[EXERCISE BRIEF]
Show all lines of the entries in which the word "lane" is found.
PROVIDED ENTRIES START
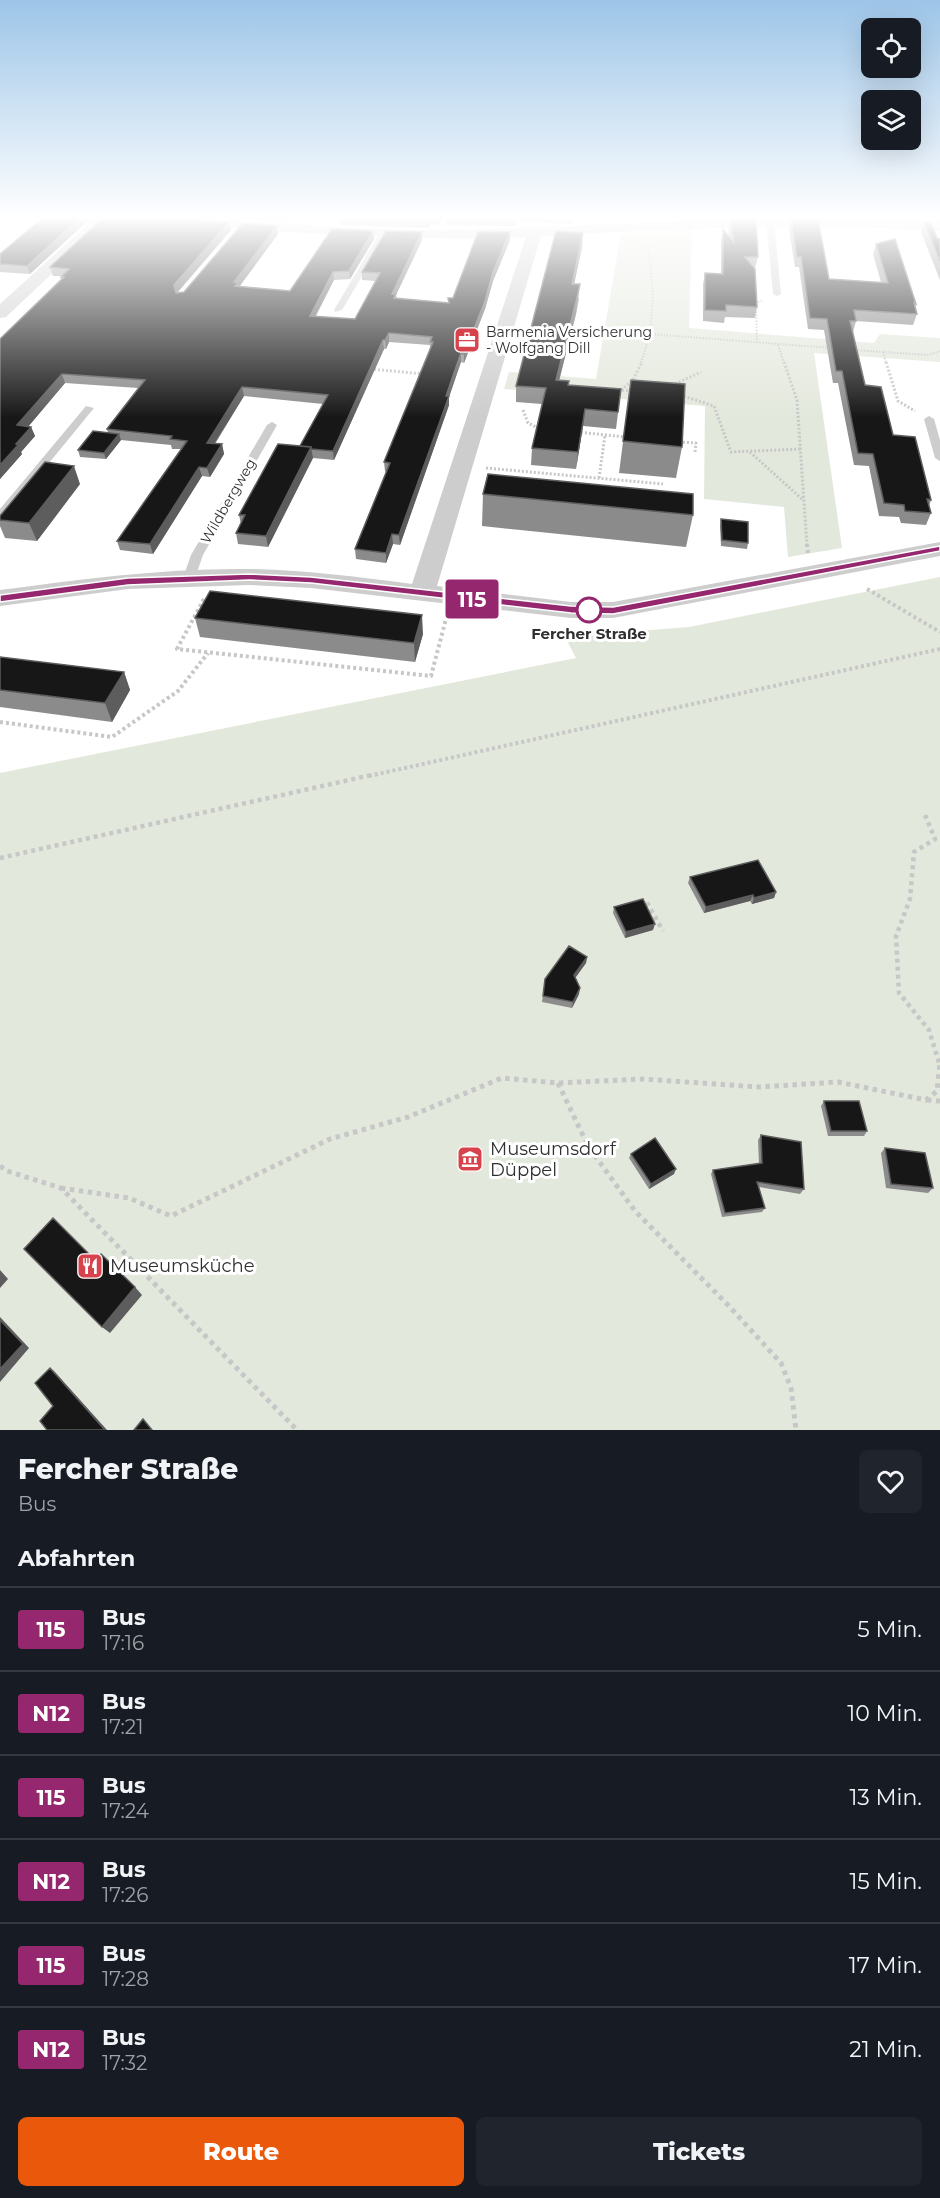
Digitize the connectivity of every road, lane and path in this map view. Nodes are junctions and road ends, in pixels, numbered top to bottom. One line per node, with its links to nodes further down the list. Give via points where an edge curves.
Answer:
1 (32, 284): 8 (street)
2 (354, 284): 7 (lane)
3 (519, 284): 46 (street)
4 (652, 284): 9 (path)
5 (776, 284): 6 (lane)
6 (777, 294): 10 (path, via 756,303)
7 (338, 310)
8 (0, 313)
9 (650, 334): 10 (path); 21 (path, via 635,379)
10 (757, 343): 11 (path)
11 (778, 345): 12 (path); 33 (path, via 797,400)
12 (837, 349)
13 (848, 349): 15 (path)
14 (940, 351): 15 (path, via 928,355)
15 (883, 352): 26 (path, via 898,401)
16 (369, 369): 18 (path)
17 (701, 372): 19 (path)
18 (429, 374)
19 (672, 385)
20 (609, 389): 21 (path)
21 (621, 390): 22 (path)
22 (642, 392)
23 (675, 395): 35 (path, via 714,406 730,452)
24 (89, 408): 41 (lane)
25 (523, 410): 28 (path, via 531,426)
26 (929, 419): 36 (lane)
27 (272, 425): 44 (lane, Wildbergweg, via 197,555)
28 (548, 430)
29 (571, 432): 30 (path)
30 (605, 435): 31 (path); 38 (path)
31 (628, 437)
32 (673, 441): 34 (path, via 696,443)
33 (801, 449): 35 (path); 40 (path)
34 (695, 452)
35 (750, 452): 40 (path)
36 (940, 458)
37 (477, 467): 38 (path)
38 (599, 478): 39 (path)
39 (663, 484)
40 (803, 500): 43 (path)
41 (0, 516)
42 (940, 549): 46 (street, via 613,610 571,610)
43 (808, 558)
44 (198, 586): 46 (street, via 249,577); 47 (street, via 128,581); 51 (path, via 177,649)
45 (867, 589): 49 (path)
46 (422, 593)
47 (0, 598)
48 (448, 611): 51 (path, via 431,676)
49 (940, 632)
50 (940, 649): 54 (path)
51 (208, 652): 52 (path, via 178,691 112,737)
52 (0, 722)
53 (925, 815): 58 (path, via 935,839 914,852 910,899 896,936 899,993 929,1030 940,1064 937,1091)
54 (0, 858)
55 (630, 906): 56 (path, via 646,901)
56 (663, 931)
57 (558, 1083): 58 (path, via 643,1079 759,1087 838,1082); 61 (path, via 502,1078 408,1116 330,1139 171,1216 129,1198); 63 (path, via 588,1146 635,1211 781,1363 792,1388)
58 (926, 1100): 59 (path)
59 (940, 1101)
60 (0, 1166): 61 (path, via 7,1172)
61 (61, 1188): 62 (path)
62 (297, 1430)
63 (796, 1430)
PROVIDED ENTRIES END
[COMPLETED TASK]
Digitize the connectivity of every road, lane and path in this map view. Nodes are junctions and road ends, in pixels, numbered top to bottom. One line per node, with its links to nodes further down the list. Give via points where an edge curves.
2 (354, 284): 7 (lane)
5 (776, 284): 6 (lane)
24 (89, 408): 41 (lane)
26 (929, 419): 36 (lane)
27 (272, 425): 44 (lane, Wildbergweg, via 197,555)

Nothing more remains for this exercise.